Por uma década, tenho pesquisado a política cultural da presença africana no sul da China e me esforçado para contar histórias mais matizadas sobre o grupo diverso de africanos que conheci no país, principalmente focando em suas aspirações individuais. No entanto, um dos principais obstáculos que tive para comunicar os resultados da minha pesquisa ao público internacional é que as pessoas parecem estar obstinadamente presas a dois tipos de imagens sobre os migrantes africanos.

A primeira imagem mostra africanos em movimento (ao emigrar para fora da África) como resultado de guerra, desastres naturais ou pobreza. A segunda imagem tem dois lados. Na melhor das hipóteses, retrata os africanos ocupando posições de classe baixa e de classe trabalhadora nas sociedades anfitriãs; na pior das hipóteses, ele os descreve como levando uma vida clandestina, clandestina e freqüentemente ilegal (criminalizada). No entanto, em ambos os lados da imagem, os migrantes africanos são vistos como um fardo.

Não é novidade que essas representações estão fortemente sedimentadas no imaginário ocidental das migrações africanas. São o resultado de décadas de produção de conhecimento a partir de centros paradigmáticos do “Norte Global” (principalmente a partir de estudos sobre migrações) e da imposição de uma história única, uma visão simplificadora, aos povos do “Sul Global”.
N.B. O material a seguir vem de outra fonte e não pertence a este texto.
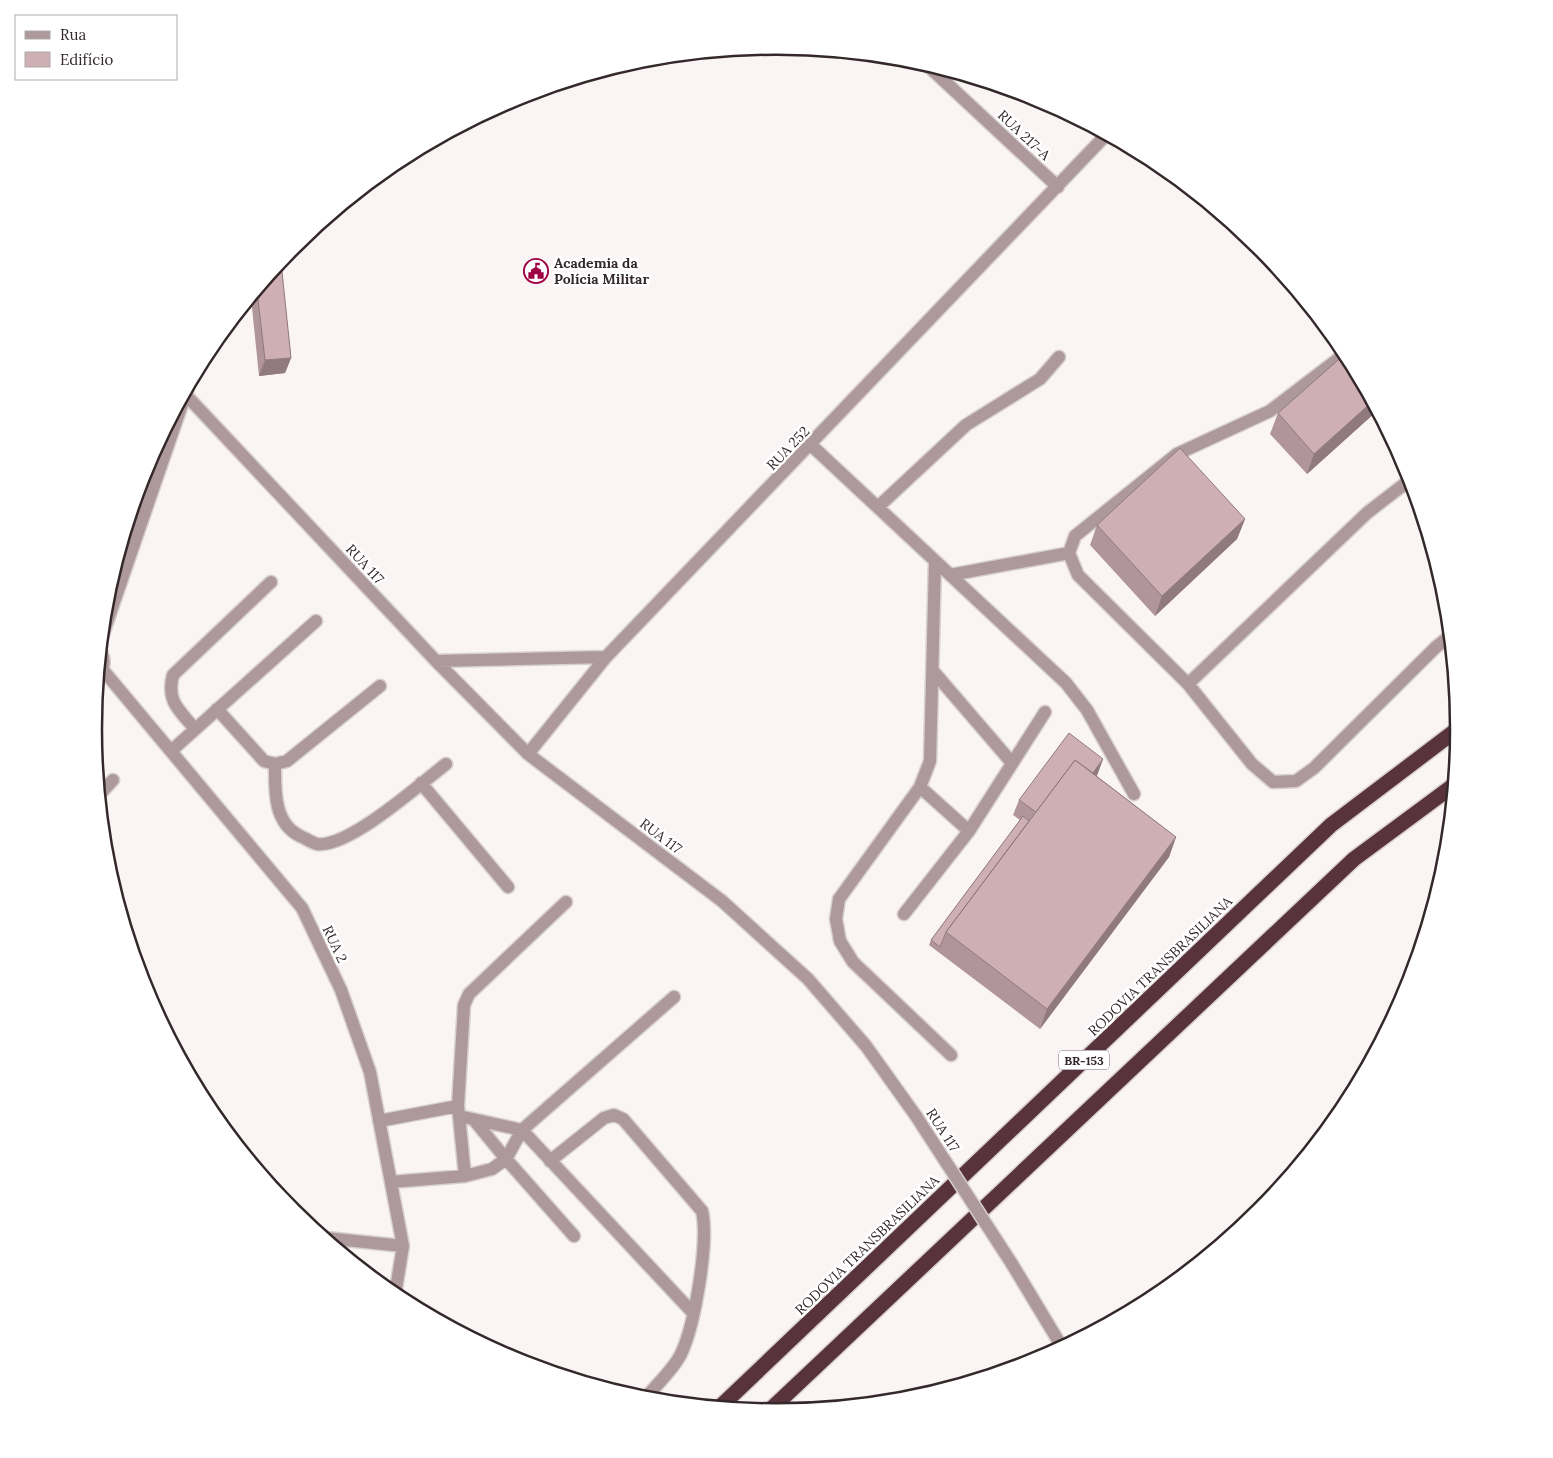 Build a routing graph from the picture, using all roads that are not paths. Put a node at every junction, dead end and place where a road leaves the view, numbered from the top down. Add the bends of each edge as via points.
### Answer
1 (939, 75) edge
2 (1102, 139) edge
3 (1058, 187) junction
4 (1059, 357) dead end
5 (1339, 358) edge
6 (190, 397) edge
7 (175, 426) edge
8 (811, 446) junction
9 (1404, 484) edge
10 (878, 508) junction
11 (1069, 553) junction
12 (935, 561) junction
13 (950, 575) junction
14 (271, 582) dead end
15 (115, 600) edge
16 (316, 621) dead end
17 (1445, 641) edge
18 (606, 657) junction
19 (436, 661) junction
20 (932, 671) junction
21 (105, 676) edge
22 (1188, 684) junction
23 (380, 686) dead end
24 (217, 709) junction
25 (1045, 712) dead end
26 (195, 729) junction
27 (1450, 735) edge
28 (170, 751) junction
29 (528, 754) junction
30 (275, 764) junction
31 (446, 764) dead end
32 (1012, 764) junction
33 (113, 780) dead end
34 (421, 783) junction
35 (920, 787) junction
36 (105, 788) edge
37 (1447, 790) edge
38 (1134, 794) dead end
39 (969, 831) junction
40 (508, 887) dead end
41 (566, 902) dead end
42 (904, 914) dead end
43 (674, 997) dead end
44 (951, 1055) dead end
45 (459, 1111) junction
46 (474, 1120) junction
47 (379, 1121) junction
48 (522, 1130) junction
49 (506, 1159) junction
50 (550, 1161) junction
51 (465, 1176) junction
52 (391, 1182) junction
53 (574, 1236) dead end
54 (336, 1239) edge
55 (403, 1246) junction
56 (397, 1285) edge
57 (693, 1313) junction
58 (1058, 1341) edge
59 (651, 1391) edge
60 (726, 1401) edge
61 (778, 1403) edge

1 - 3 street, RUA 217-A
2 - 3 street, RUA 252
3 - 8 street, RUA 252
4 - 10 street via 1040,379 966,425
5 - 11 street via 1270,411 1177,454 1075,536
6 - 19 street, RUA 117
7 - 15 street
8 - 10 street
8 - 18 street, RUA 252
9 - 22 street via 1367,513
10 - 12 street
11 - 13 street
11 - 22 street via 1078,575
12 - 13 street
12 - 20 street
13 - 38 street via 1066,683 1087,710
14 - 26 street via 173,675 169,690 174,703
16 - 24 street
17 - 22 street via 1314,768 1296,781 1273,782 1252,764
18 - 19 street
18 - 29 street, RUA 252
19 - 29 street, RUA 117
20 - 32 street
20 - 35 street via 930,761
21 - 28 street, RUA 2
23 - 30 street via 287,761
24 - 26 street
24 - 30 street via 264,761
25 - 32 street
26 - 28 street
27 - 60 highway, RODOVIA TRANSBRASILIANA / BR-153 via 1331,825
28 - 47 street, RUA 2 via 302,908 340,990 364,1054
29 - 58 street, RUA 117, bridge via 722,901 808,979 866,1046 916,1116
30 - 34 street via 275,798 282,817 295,834 317,844 337,842 355,833
31 - 34 street
32 - 39 street
33 - 36 street
34 - 40 street
35 - 39 street
35 - 44 street via 839,899 836,919 840,941 852,962
37 - 61 highway, BR-153 via 1354,859
39 - 42 street
41 - 45 street via 469,994 464,1005
43 - 48 street
45 - 46 street
45 - 47 street
45 - 51 street
46 - 48 street
46 - 49 street
47 - 52 street, RUA 2
48 - 49 street
48 - 50 street
49 - 51 street via 492,1169
49 - 53 street
50 - 57 street
50 - 57 street via 604,1118 614,1115 624,1120 702,1211 705,1224
51 - 52 street
52 - 55 street, RUA 2
54 - 55 street
55 - 56 street, RUA 2
57 - 59 street via 680,1356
Embora os estudiosos da migração possam estar no topo da lista de possíveis culpados, eles não estão sozinhos: os jornalistas também jogaram

um papel na divulgação de deturpações sobre os imigrantes africanos na China e em outros lugares. Embora haja muitas pessoas no mundo que geralmente deixam seus países de origem devido a circunstâncias difíceis, as suposições estereotipadas sobre a migração nem sempre se aplicam. E, no caso dos africanos na China, nem sempre é esse o caso.

Stuart Hall, o falecido teórico cultural britânico nascido na Jamaica, observou que a representação é importante porque tem consequências: “como as pessoas são representadas é como são tratadas”.

No meu próximo livro, Mobilidade transnacional africana na China: africanos em movimento (Routledge, 2021), presto atenção à afirmação de Hall ao apresentar uma série de histórias que se opõem firmemente ao olhar penetrante disfarçadamente que confunde indivíduos não ‘ocidentais’ (particularmente negros e morenos) com ‘imigração ilegal “e-end trading”, as formas típicas pelas quais os africanos têm sido representados na China. Em particular, eu desafio a migração geral e as narrativas comerciais, pois elas deixaram pouco espaço para que questões de agência, emoção e aspiração fossem consideradas por si mesmas.

Na mistura de lentes economistas (que atribuem a presença africana na China exclusivamente ao comércio e à globalização) com as interpretações frequentemente sensacionalistas de ‘raça’ e racismo (que permeiam as representações ocidentais do encontro África-China), um elemento crucial: isto é, uma análise aprofundada das aspirações, esperanças, sentimentos, motivações e expectativas por trás dos impulsos transnacionais e multidimensionais complexos que levam pessoas de todas as esferas da vida a viajar entre a África e a China.

As histórias que apresento no livro mostram como olhar para as aspirações, esperanças e expectativas dos africanos que conheci na China revela um quadro diferente. Surge uma imagem em que empreendedores transnacionais que se autodenominam perseguem ativamente seus sonhos, muitas vezes se voltando para o comércio (uma atividade que gera infinitas oportunidades de negócios para os cidadãos chineses), não como um fim em si mesmo, mas como um fim em si mesmo. ferramenta para alcançar outro (mais importante). objetivos de médio e longo prazo.

A imagem emergente da China e de suas comunidades da diáspora africana é uma imagem de uma agência africana com poder que não se encaixa confortavelmente nas formas sedimentadas e estereotipadas em que o olhar do ‘Norte Global’ (com sua lógica e métodos brancos brancos) representa rotineiramente os africanos.